View an image in a ds9 frame.
% % ds9_frame_view Usage: ds9_frame_view ./blah.fits 1 V arg1 - image name (can be fullpath FITS name) arg2 - ds9 frame numberActually, this is a fairly generic example of ds9 display commands using xpa. The script is short, so I reproduce (the March 2016 version) here as an example:
%
#!/bin/bash
# Check command line arguments
if [ -z "$1" ]
then
printf "\nUsage: ds9_frame_view ./blah.fits 1 \n"
printf "arg1 - image name (can be fullpath FITS name)\n"

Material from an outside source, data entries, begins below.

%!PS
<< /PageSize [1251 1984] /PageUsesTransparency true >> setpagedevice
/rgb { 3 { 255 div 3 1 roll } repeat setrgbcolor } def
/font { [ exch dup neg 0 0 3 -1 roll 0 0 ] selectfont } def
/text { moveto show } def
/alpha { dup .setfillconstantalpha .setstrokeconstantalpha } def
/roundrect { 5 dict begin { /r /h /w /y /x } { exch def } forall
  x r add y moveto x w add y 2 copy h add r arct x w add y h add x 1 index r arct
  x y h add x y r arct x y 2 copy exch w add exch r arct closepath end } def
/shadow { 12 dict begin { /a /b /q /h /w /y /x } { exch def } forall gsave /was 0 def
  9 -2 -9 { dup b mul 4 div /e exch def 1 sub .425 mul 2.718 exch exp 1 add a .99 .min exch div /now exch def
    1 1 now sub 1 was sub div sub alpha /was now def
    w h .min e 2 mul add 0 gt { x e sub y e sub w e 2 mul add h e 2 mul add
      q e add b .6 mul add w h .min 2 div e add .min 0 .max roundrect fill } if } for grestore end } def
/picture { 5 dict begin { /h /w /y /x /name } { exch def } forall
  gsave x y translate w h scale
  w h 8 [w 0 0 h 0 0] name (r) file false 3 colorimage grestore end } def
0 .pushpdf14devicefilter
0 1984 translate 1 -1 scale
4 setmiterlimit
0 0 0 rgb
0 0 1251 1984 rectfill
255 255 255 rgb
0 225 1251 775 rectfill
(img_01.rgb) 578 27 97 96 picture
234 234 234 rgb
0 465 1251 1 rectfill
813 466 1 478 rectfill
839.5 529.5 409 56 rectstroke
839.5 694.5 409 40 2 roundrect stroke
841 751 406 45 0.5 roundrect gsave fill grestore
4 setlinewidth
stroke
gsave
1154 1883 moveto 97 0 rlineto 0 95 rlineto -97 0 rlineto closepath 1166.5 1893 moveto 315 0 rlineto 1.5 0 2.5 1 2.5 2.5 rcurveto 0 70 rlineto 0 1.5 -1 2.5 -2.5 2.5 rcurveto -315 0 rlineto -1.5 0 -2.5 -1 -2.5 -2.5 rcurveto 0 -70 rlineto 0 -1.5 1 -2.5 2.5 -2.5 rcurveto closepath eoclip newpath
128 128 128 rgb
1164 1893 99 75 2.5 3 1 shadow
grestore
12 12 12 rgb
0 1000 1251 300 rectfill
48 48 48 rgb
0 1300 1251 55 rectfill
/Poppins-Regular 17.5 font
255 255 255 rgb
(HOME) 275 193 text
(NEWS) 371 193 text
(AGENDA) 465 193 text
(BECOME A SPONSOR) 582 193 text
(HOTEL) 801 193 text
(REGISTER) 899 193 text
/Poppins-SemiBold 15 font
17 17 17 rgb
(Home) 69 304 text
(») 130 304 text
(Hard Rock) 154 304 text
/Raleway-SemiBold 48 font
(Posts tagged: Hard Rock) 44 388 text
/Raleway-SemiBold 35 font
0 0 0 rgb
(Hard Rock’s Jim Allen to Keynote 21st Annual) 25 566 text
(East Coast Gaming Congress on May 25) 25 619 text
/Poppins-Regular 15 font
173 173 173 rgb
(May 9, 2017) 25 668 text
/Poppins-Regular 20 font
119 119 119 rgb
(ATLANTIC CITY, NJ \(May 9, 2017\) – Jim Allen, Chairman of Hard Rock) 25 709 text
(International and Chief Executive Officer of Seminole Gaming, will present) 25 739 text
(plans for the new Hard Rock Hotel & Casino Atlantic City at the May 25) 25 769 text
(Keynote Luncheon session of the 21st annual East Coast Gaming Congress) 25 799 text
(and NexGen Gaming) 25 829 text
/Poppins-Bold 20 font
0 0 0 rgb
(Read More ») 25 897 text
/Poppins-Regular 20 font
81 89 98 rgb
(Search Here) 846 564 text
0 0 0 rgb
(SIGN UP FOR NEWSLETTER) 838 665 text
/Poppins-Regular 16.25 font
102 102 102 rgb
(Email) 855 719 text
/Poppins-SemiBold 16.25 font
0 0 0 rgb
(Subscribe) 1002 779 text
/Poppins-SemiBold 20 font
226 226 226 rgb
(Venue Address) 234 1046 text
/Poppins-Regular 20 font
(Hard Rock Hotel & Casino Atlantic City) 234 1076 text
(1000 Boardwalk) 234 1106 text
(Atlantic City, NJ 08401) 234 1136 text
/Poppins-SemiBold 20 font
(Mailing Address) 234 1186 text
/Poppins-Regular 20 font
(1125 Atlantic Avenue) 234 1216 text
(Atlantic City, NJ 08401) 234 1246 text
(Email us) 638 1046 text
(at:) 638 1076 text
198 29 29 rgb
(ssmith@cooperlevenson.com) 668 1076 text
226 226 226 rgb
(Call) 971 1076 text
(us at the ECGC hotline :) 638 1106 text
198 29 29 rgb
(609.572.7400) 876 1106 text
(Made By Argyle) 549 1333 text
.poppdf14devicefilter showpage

printf "arg2 - ds9 frame number \n"
exit
fi
if [ -z "$2" ]
then
printf "arg2 - ds9 frame number \n"
exit
fi
imgname="$1"
framenum="$2"
# Assume ds9 is open and frames established
xpaset -p ds9 frame frameno $framenum
xpaset -p ds9 file $imgname
xpaset -p ds9 scale mode zscale
xpaset -p ds9 zoom to fit
The last four lines are the most useful to see. We
use these to put the image into the desired frame. We
adjust the greyscale of the image using a nice, generic
scaling algorithm that works well for lots of astronomical
images, and then we zoom the spatial size so that the entire
image fits optimally into the frame.